I had plans this Monday to finally send my query for We Are Eternal. I wrote the entire submission this time last year, and I agonized over it for months, crafting it to what felt like perfection. And then, right before I sent it, I pasted the letter portion into the Hemingway App.

Guys, DON'T USE THIS APP.

Not because it's bad, but because it is the enemy of complex sentences. While it helped me see a few places I could improve -- sentence structure, omitting an adverb, and removing language that made my statements sound timid -- it also had me dumbing everything down to elementary-level sentences and questioning my ability as a writer. This is not realistic. (For comparison, I wrote a sentence from a blurb in the nearest best seller I could find in my work space, and Hemingway highlighted that one to hell, too. It made me feel a bit better.)

On top of that, I did a little more research on the literary agent I planned to send my query to, to see if there was anything else I could add in my letter about my reasons for choosing her. Luckily (or unluckily), I found an interview on the most obscure blog where this agent stated that while she's definitely open to works that are self-published and published through smaller outlets (mine is the latter), she wants new work sent to her. That means my carefully crafted argument for why I wanted her to represent my already published novel went out the window. What a setback.

Thankfully, I have a query letter for my latest novel, Way Down Low, already drafted.
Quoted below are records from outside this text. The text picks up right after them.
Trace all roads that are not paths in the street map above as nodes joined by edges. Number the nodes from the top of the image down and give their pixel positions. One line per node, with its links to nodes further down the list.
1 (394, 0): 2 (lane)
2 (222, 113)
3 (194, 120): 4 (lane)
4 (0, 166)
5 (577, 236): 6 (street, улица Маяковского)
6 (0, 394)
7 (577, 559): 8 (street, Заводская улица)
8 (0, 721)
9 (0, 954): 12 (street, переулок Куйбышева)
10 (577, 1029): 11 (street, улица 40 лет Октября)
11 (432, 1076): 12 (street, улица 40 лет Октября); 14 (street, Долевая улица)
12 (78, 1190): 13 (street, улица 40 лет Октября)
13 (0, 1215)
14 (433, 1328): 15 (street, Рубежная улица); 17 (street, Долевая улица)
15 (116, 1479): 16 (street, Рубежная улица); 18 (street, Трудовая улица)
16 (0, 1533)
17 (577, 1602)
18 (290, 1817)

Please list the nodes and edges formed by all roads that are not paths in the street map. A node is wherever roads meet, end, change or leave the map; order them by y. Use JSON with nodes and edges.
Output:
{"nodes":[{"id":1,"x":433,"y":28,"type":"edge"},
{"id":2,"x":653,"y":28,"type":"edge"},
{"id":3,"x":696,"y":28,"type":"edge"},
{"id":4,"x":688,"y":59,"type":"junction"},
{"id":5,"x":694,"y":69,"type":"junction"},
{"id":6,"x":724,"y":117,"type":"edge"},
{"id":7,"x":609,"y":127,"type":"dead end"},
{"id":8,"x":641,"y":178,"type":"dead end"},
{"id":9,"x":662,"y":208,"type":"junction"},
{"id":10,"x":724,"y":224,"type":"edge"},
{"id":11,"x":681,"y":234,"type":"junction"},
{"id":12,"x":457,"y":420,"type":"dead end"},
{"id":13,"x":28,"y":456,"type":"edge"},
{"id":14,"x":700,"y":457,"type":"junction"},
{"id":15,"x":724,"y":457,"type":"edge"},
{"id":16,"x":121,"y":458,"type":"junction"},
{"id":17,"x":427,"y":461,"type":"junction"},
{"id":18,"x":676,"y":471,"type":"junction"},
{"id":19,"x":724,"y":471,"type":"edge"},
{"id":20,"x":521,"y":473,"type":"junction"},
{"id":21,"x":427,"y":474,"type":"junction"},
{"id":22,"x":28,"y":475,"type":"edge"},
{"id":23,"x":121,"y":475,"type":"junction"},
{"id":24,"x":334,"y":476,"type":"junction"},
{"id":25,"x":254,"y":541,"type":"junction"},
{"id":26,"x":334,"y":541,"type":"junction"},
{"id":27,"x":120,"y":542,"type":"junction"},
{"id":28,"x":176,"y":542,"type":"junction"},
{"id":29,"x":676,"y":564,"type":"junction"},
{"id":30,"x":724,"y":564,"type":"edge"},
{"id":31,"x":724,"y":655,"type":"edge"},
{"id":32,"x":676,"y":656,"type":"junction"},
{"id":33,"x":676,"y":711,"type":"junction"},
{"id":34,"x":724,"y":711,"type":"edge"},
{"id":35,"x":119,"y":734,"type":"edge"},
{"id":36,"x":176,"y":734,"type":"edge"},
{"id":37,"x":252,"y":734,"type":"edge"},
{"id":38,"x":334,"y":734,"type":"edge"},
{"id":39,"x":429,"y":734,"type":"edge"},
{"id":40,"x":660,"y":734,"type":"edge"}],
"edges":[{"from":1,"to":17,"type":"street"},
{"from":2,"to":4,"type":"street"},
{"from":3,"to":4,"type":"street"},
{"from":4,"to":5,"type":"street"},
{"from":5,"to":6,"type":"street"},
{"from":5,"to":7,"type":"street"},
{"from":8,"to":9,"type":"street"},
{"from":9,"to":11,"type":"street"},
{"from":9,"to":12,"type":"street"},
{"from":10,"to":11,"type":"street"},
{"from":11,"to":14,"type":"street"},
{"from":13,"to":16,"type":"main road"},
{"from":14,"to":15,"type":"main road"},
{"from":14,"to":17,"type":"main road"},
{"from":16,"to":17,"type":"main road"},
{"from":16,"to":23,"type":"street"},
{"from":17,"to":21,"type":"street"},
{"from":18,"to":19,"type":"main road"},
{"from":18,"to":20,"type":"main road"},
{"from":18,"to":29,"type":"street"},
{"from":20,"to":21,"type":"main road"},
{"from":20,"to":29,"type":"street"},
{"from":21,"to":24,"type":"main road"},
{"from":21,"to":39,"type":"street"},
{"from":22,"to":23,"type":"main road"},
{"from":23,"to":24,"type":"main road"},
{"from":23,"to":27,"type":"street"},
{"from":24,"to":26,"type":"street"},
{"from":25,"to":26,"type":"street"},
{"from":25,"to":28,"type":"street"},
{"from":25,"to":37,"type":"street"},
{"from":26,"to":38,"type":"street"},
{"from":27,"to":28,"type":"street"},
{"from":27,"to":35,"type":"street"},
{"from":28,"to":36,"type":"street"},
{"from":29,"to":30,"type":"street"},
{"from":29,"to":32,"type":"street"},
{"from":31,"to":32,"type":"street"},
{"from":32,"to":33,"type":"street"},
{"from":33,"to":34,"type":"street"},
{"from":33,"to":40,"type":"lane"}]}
All it needs is polishing, as does the manuscript. So I suppose that will be my project for the rest of the year. I'm aiming to query with Way Down Low in September of this year.

Don't get me wrong -- I'm very proud of Way Down Low, and I'm excited to get this story out there. With recent events surrounding the Black Lives Matter movement in our country (and the world... wow!), I think this year is the perfect time to push for this story to be heard. (I wrote a post about its concept, which you can find here.) My only reason for sounding so bummed about querying with Way Down Low is that We Are Eternal is 100% ready to go, and I didn't want to wait any longer. When I want something, I want it now.

*(God, I love you, Freddie)*

I told myself it would all be okay, and it will. We Are Eternal will technically be represented if I can get an agent -- after all, an agent represents you, and that includes your body of work. It's just that I still have such a vision for We Are Eternal, one that will have to wait a little longer. Waiting is not so bad, but this revelation threw me off my game.

So, I'm writing this off-the-cuff post as a way to let out my feelings, iron out my game plan, and actually get something written. Another tip I wrote in my Writing Tips post was to not beat yourself up for whatever you've managed -- or not managed -- to write. Because the point is to write. This post isn't edited, isn't polished, and isn't organized, but I'm writing. This document's word counter to my right tells me I've written over 900 words. That's not only more than I've written in days, but it's more than I expected to churn out when I sat down and started typing 30 minutes ago.

That's the point. That's progress. With all the letdowns and setbacks I've felt over the past week, I still have a twinkle of motivation. I still have options. I still have hope.

I'll get back on the horse. One word at a time.